Vom Umtausch ausgeschlossen
Wie vergangenen Sommer, als ich für eine große Konferenz Berlin besuchte. Um in der Mittagspause den Businessclowns um mich herum zu entgehen, schlenderte ich durch ein Einkaufscenter. Da überfiel mich doch tatsächlich meine „Weiblichkeit“: Im Schaufenster eines Computerladens lagen neben den typischen Mäusen, USB-Sticks und Tastaturen auch drei äußerst schmucke Businesstaschen. Und wie der Zufall es will, gefiel mir eine davon auch noch außerordentlich gut und ich brauchte ohnehin ein neues Modell.
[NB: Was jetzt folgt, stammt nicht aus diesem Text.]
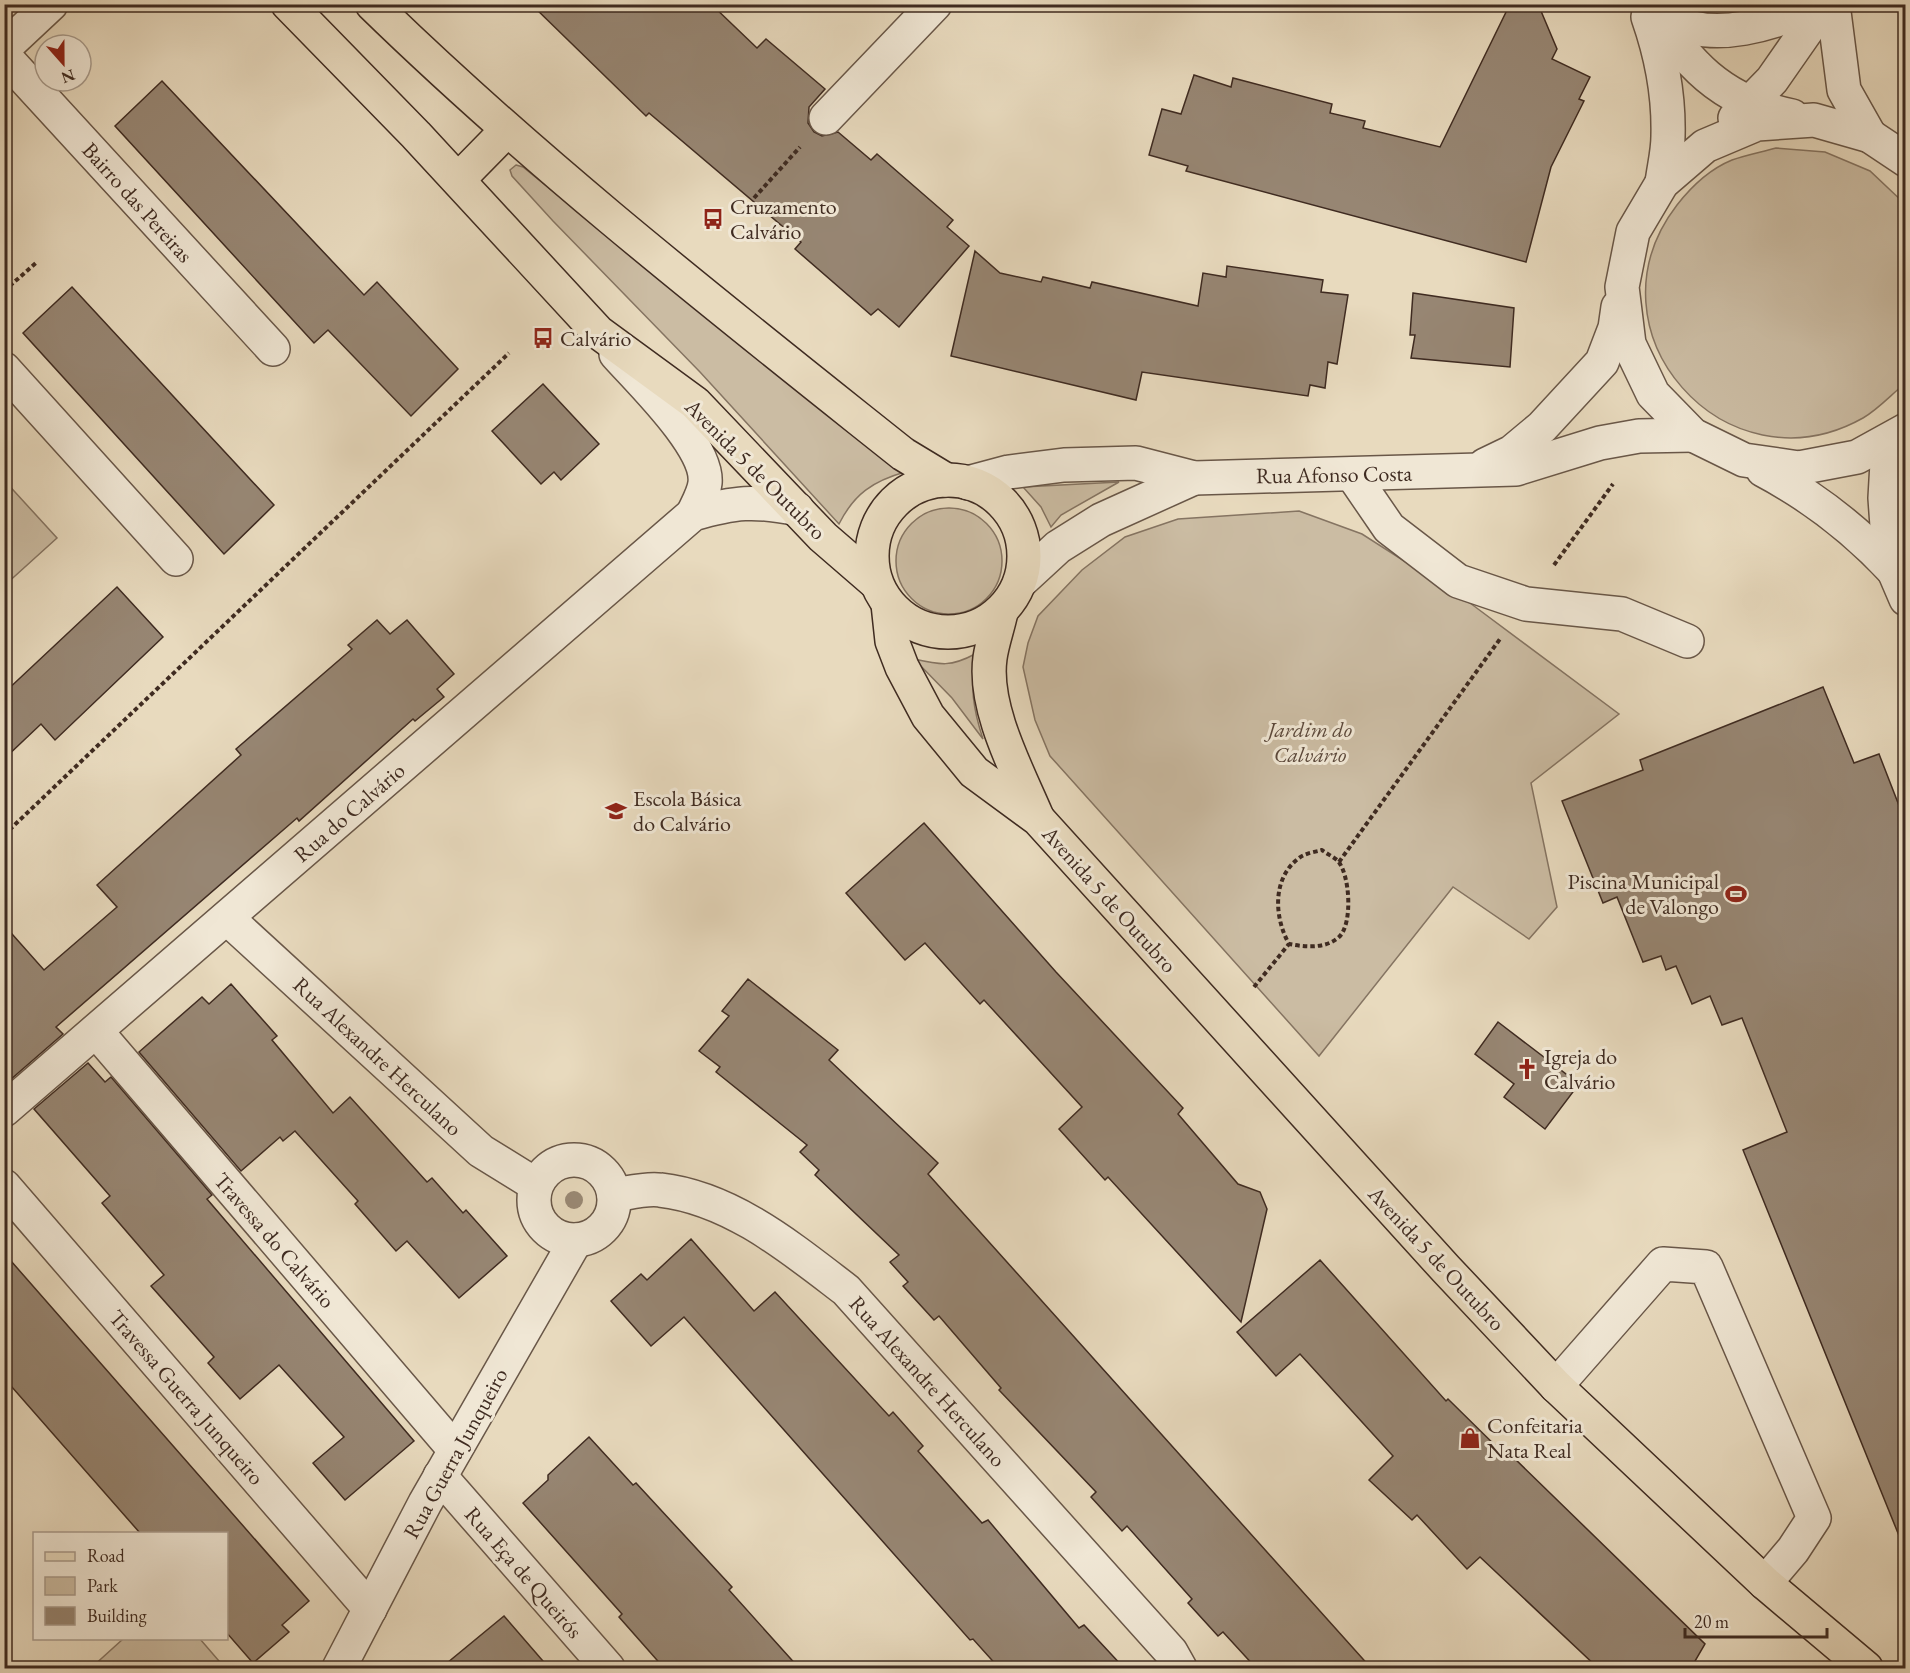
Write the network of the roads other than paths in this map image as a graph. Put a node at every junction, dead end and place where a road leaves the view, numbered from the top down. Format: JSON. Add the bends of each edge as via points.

Also nichts wie rein in den Shop und das gute Stück aus der Nähe betrachtet: Schick, praktisch geschnitten, aber … Da ich viel auf Reisen bin, müssen meine Taschen prinzipiell diesen wundervollen Schlitz auf der Rückseite haben, damit ich sie an meinem Reisekoffer befestigen kann. Und dieser Schlitz hier kam mir doch etwas zu schmal vor. Nun gut: „Verzeihung, können Sie mir mal kurz helfen?“, setzte ich an und schilderte dem Verkäufer im Laden mein Dilemma. Ob ich die Tasche notfalls umtauschen könne? Na klar. Ob ich sie in dem Fall dann bitte als Geschäftskunde kaufen könne? Schon, aber dann ohne Umtauschmöglichkeit. Wie bitte?
Woher kommt die Policy?
Der junge Mann mir gegenüber war nach Raster vorgegangen: dreißig Tage Umtauschrecht für Privatkunden, keine Umtauschmöglichkeit für Geschäftskunden. Weil zweitere die Geräte (!) intensiver nutzten und entsprechend unveräußerbar zurückgäben.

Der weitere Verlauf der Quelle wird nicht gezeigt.